Atomic Weight vs. Relative Atomic Mass

You’ll encounter both terms in textbooks and online, and they refer to the same value. Some scientists prefer “relative atomic mass” because “weight” technically refers to gravitational force, while mass is a fixed property that doesn’t change depending on where you are. In practice, both terms point to the same number on the periodic table, and you can use them interchangeably in chemistry courses without issue.

The official values come from the Commission on Isotopic Abundances and Atomic Weights (CIAAW), a body within IUPAC, the international organization that maintains chemical standards.

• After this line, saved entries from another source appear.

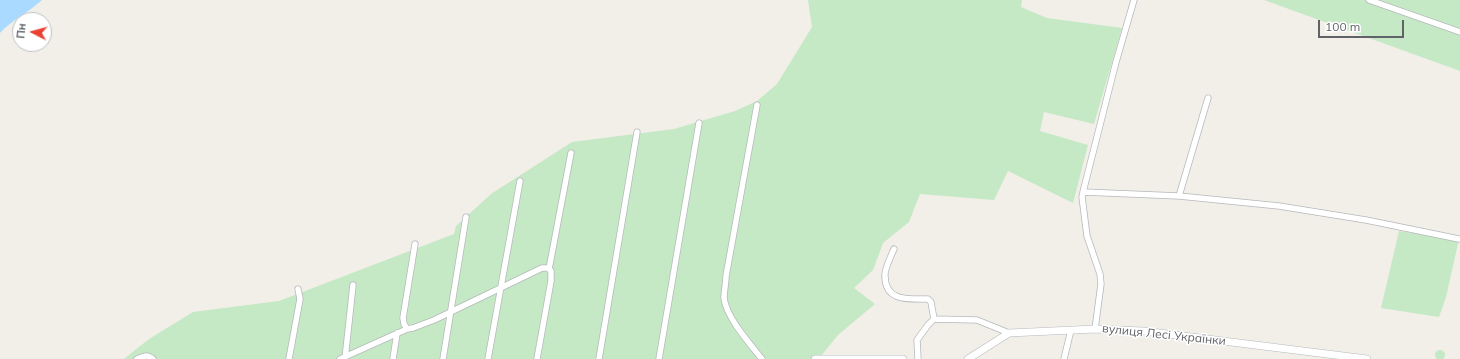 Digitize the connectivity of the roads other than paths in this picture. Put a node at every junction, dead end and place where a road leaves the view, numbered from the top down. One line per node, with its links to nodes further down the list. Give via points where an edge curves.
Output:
1 (1134, 0): 10 (street)
2 (1369, 0): 3 (street)
3 (1460, 32)
4 (1208, 98): 11 (street)
5 (757, 105): 37 (street, via 724,298 740,332)
6 (700, 123): 36 (street)
7 (637, 132): 35 (street)
8 (571, 153): 16 (street)
9 (520, 181): 18 (street)
10 (1083, 192): 11 (street); 23 (street, via 1087,236 1101,284)
11 (1179, 196): 13 (street, via 1279,206)
12 (466, 217): 20 (street)
13 (1459, 239)
14 (415, 244): 22 (street, via 403,318)
15 (894, 250): 21 (street, via 884,275 888,290 903,299 928,298)
16 (549, 269): 18 (street, via 542,268); 34 (street, via 552,274)
17 (353, 285): 27 (street)
18 (502, 287): 20 (street); 33 (street)
19 (298, 289): 30 (street, via 300,299)
20 (452, 310): 22 (street, via 420,326); 32 (street)
21 (934, 319): 26 (street, via 977,320); 40 (street, via 917,340)
22 (407, 329): 25 (street)
23 (1095, 329): 24 (street, вулиця Лесі Українки); 43 (street, вулиця Лесі Українки, via 1143,331)
24 (1071, 330): 26 (street, вулиця Лесі Українки); 42 (street)
25 (397, 333): 27 (street); 31 (street)
26 (1009, 333): 41 (street, вулиця Лесі Українки)
27 (343, 358)
28 (137, 359): 29 (street, via 144,355)
29 (153, 359)
30 (289, 359)
31 (393, 359)
32 (443, 359)
33 (488, 359)
34 (537, 359)
35 (599, 359)
36 (659, 359)
37 (762, 359)
38 (815, 359): 39 (street)
39 (904, 359)
40 (918, 359)
41 (968, 359)
42 (1064, 359)
43 (1367, 359) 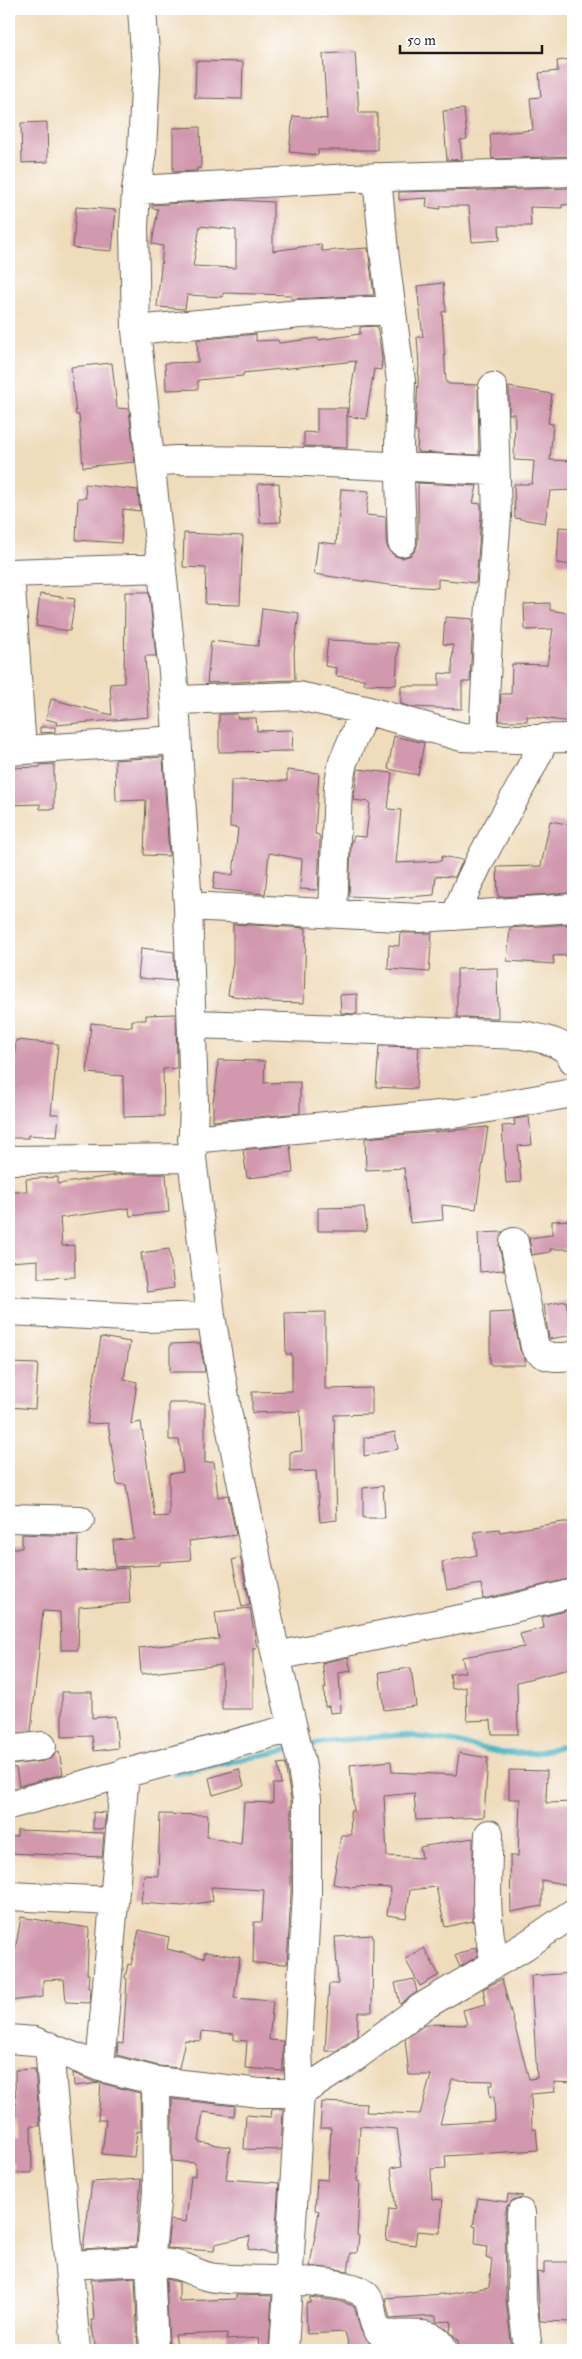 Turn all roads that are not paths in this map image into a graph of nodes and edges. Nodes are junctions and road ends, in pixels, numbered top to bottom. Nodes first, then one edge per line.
1 (142, 9) edge
2 (573, 172) edge
3 (377, 177) junction
4 (136, 190) junction
5 (392, 310) junction
6 (136, 330) junction
7 (493, 387) dead end
8 (151, 462) junction
9 (400, 468) junction
10 (495, 471) junction
11 (402, 542) dead end
12 (162, 568) junction
13 (9, 573) edge
14 (175, 700) junction
15 (365, 710) junction
16 (483, 738) junction
17 (545, 738) junction
18 (573, 738) edge
19 (178, 740) junction
20 (16, 750) edge
21 (188, 906) junction
22 (573, 908) edge
23 (333, 913) junction
24 (456, 916) junction
25 (192, 1024) junction
26 (573, 1060) edge
27 (573, 1093) edge
28 (192, 1148) junction
29 (9, 1160) edge
30 (514, 1242) dead end
31 (9, 1311) edge
32 (211, 1316) junction
33 (573, 1356) edge
34 (9, 1518) edge
35 (80, 1520) dead end
36 (573, 1593) edge
37 (276, 1656) junction
38 (295, 1738) junction
39 (42, 1746) dead end
40 (9, 1750) edge
41 (125, 1772) junction
42 (9, 1805) edge
43 (489, 1834) dead end
44 (9, 1896) edge
45 (114, 1901) junction
46 (573, 1913) edge
47 (562, 1931) edge
48 (495, 1962) junction
49 (9, 2039) edge
50 (49, 2046) junction
51 (100, 2067) junction
52 (156, 2081) junction
53 (300, 2093) junction
54 (520, 2213) dead end
55 (150, 2262) junction
56 (69, 2265) junction
57 (288, 2282) junction
58 (76, 2350) edge
59 (154, 2350) edge
60 (284, 2350) edge
61 (443, 2350) edge
62 (528, 2350) edge

1 - 4 street
2 - 3 street
3 - 4 street
3 - 5 street
4 - 6 street
5 - 6 street
5 - 9 street
6 - 8 street
7 - 10 street
8 - 9 street
8 - 12 street
9 - 10 street
9 - 11 street
10 - 16 street
12 - 13 street
12 - 14 street
13 - 20 street
14 - 15 street
14 - 19 street
15 - 16 street
15 - 23 street
16 - 17 street
17 - 18 street
17 - 24 street
19 - 20 street
19 - 21 street
21 - 23 street
21 - 25 street
22 - 24 street
23 - 24 street
25 - 26 street
25 - 28 street
27 - 28 street
28 - 29 street
28 - 32 street
30 - 33 street
31 - 32 street
32 - 37 street
34 - 35 street
36 - 37 street
37 - 38 street
38 - 41 street
38 - 53 street
39 - 40 street
41 - 42 street
41 - 45 street
43 - 48 street
44 - 45 street
45 - 51 street
46 - 47 street
47 - 48 street
48 - 53 street
49 - 50 street
50 - 51 street
50 - 56 street
51 - 52 street
52 - 53 street
52 - 55 street
53 - 57 street
54 - 62 street
55 - 56 street
55 - 57 street
55 - 59 street
56 - 58 street
57 - 60 street
57 - 61 street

Their most recent table was updated in 2024, with revised values for gadolinium, lutetium, and zirconium. These updates happen because measurement techniques improve over time, allowing scientists to pin down isotope abundances more precisely.

Using Atomic Weight to Find Molar Mass

Once you have the atomic weight of an element, you can use it directly in lab and stoichiometry calculations. The connection is simple: the atomic weight in amu for a single atom equals the molar mass in grams for one mole (6.02 × 10²³ atoms) of that element. Carbon’s atomic weight is 12.011 amu, so one mole of carbon atoms weighs 12.011 grams.

For molecules, you add up the atomic weights of every atom in the formula. Glucose (C₆H₁₂O₆) contains 6 carbon atoms, 12 hydrogen atoms, and 6 oxygen atoms. Multiply each element’s atomic weight by the number of atoms present, then sum: (6 × 12.011) + (12 × 1.008) + (6 × 15.999) = 180.156 grams per mole. This total is the molecular mass, and it tells you how much one mole of glucose weighs in grams.

Keeping careful track of how many atoms of each element appear in the formula is the most common place where mistakes happen. Double-check subscripts in the chemical formula before multiplying.